For once he was mistaken in his estimate of his enemies. It was in the very dawn of the day, when he and his comrades might have been supposed to be asleep, that the miscellaneous militia from the Mexican camp "swarmed in" to slaughter the too adventurous Gringos. It was a sudden rush, made at a signal, a musket-shot, and it was made with wild shouts of anticipated triumph. It would have been entirely successful but for the fact that Bowie and his men had been pushing northward during four long hours, at a rate which had compelled them to abandon one more of their over-driven horses.

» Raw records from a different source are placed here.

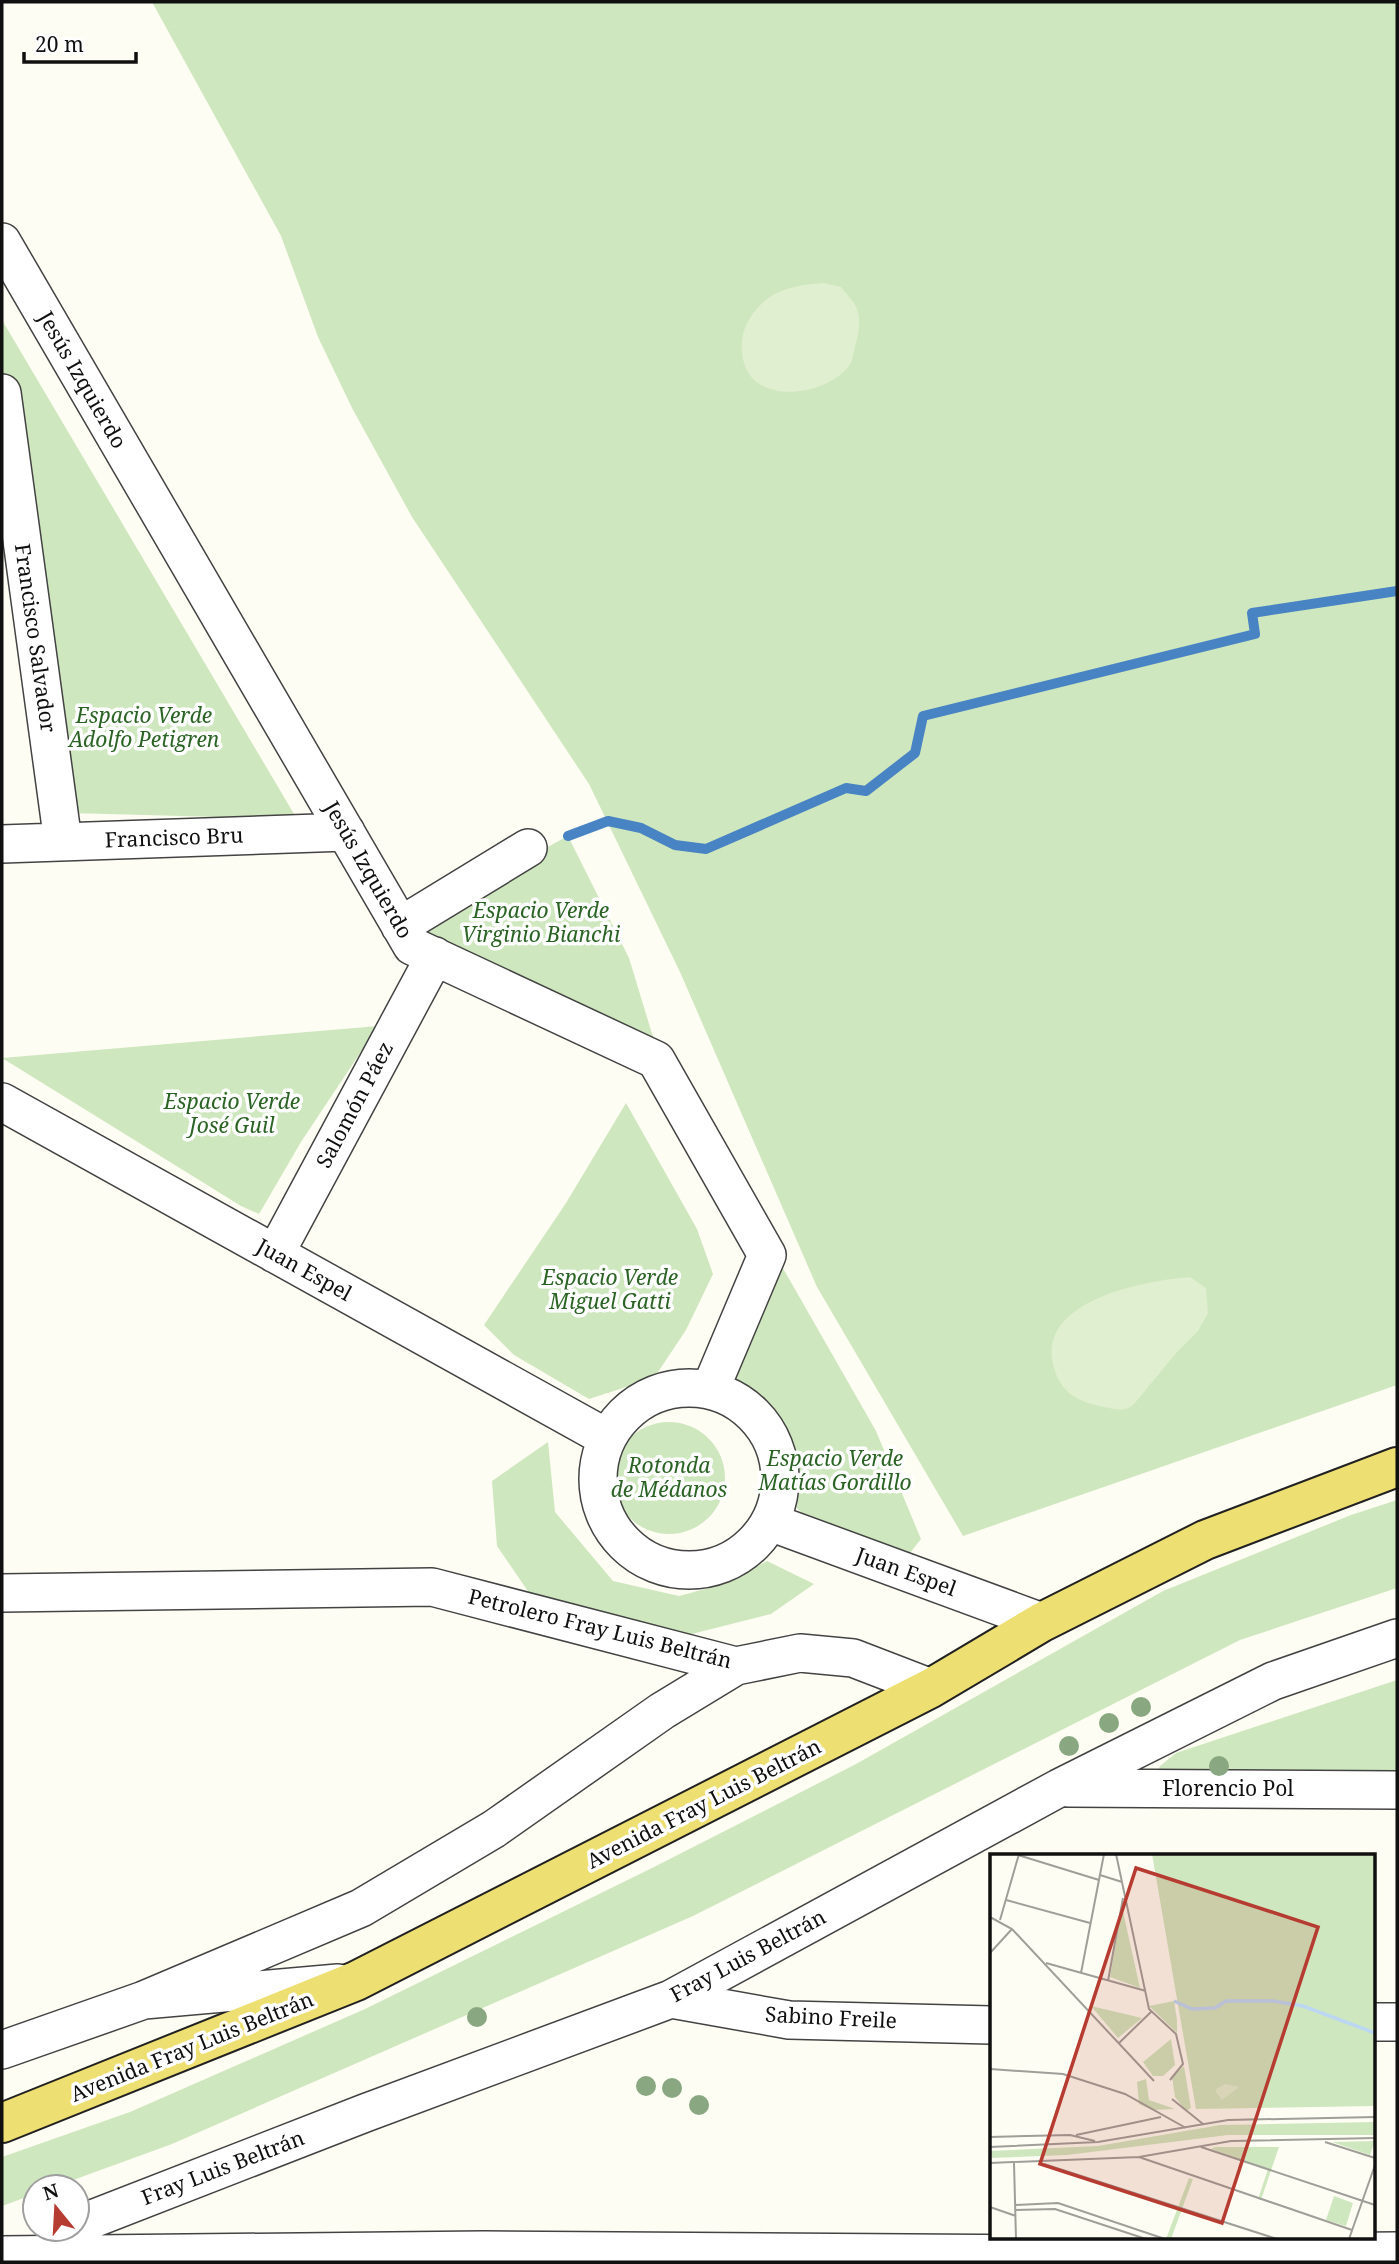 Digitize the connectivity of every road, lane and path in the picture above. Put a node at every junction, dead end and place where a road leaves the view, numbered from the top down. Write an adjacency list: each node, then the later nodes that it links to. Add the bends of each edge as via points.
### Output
1 (2, 242): 3 (street, Jesús Izquierdo)
2 (2, 393): 4 (street, Francisco Salvador)
3 (346, 832): 4 (street, Francisco Bru); 7 (street, Jesús Izquierdo)
4 (63, 842): 5 (street, Francisco Bru)
5 (2, 844)
6 (528, 848): 7 (street)
7 (400, 926): 8 (street, Jesús Izquierdo, via 412,946)
8 (435, 956): 10 (street, Salomón Páez); 11 (street, Jesús Izquierdo, via 656,1060 767,1255)
9 (2, 1102): 10 (street, Juan Espel)
10 (275, 1254): 12 (street, Juan Espel)
11 (710, 1390): 12 (street, via 680,1388 650,1396 625,1413); 14 (street, via 736,1400 757,1418 773,1441 780,1468 779,1495)
12 (607, 1437): 14 (street, via 597,1468 599,1499 611,1529 633,1552 661,1566 692,1570 724,1564 750,1546)
13 (1397, 1467): 16 (main road, Avenida Fray Luis Beltrán, via 1205,1540)
14 (770, 1522): 16 (street, Juan Espel)
15 (2, 1593): 18 (street, Petrolero Fray Luis Beltrán, via 432,1587)
16 (1042, 1622): 19 (main road, Avenida Fray Luis Beltrán)
17 (1397, 1638): 20 (street, Fray Luis Beltrán, via 1273,1681)
18 (736, 1666): 19 (street, Petrolero Fray Luis Beltrán, via 800,1653 853,1658); 24 (street, via 494,1829 361,1908)
19 (931, 1688): 22 (main road, Avenida Fray Luis Beltrán)
20 (1059, 1788): 21 (street, Florencio Pol); 23 (street, Fray Luis Beltrán)
21 (1397, 1790)
22 (356, 1981): 24 (street); 29 (main road, Avenida Fray Luis Beltrán)
23 (671, 1999): 27 (street, Sabino Freile, via 789,2020); 30 (street, Fray Luis Beltrán)
24 (144, 2000): 28 (street)
25 (1374, 2022): 26 (street)
26 (1397, 2022)
27 (990, 2025)
28 (2, 2050)
29 (2, 2123)
30 (91, 2220)
31 (32, 2243): 33 (street)
32 (1397, 2251): 33 (street, via 484,2250)
33 (2, 2255)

"We've learned one lesson," said the colonel, when at last they halted on the northerly bank of a stream which had proved barely fordable. "When we come again we can make sure that all the Greasers will gather behind us to cut off our retreat."
"That's what I was saying," replied Cheyne. "We mustn't try to go and come by the same road."
"Ugh!" said Red Wolf. "Bring heap Texan. Mexican run."
"There's a good deal in that," laughed Bowie, "but we don't want to have to light at all. We must work it as sly as so many horse-thieves. We shall be carrying too much plunder to want a battle with Bravo's lancers."
They were safe for the present, however, and after only a brief rest they went on again—for life.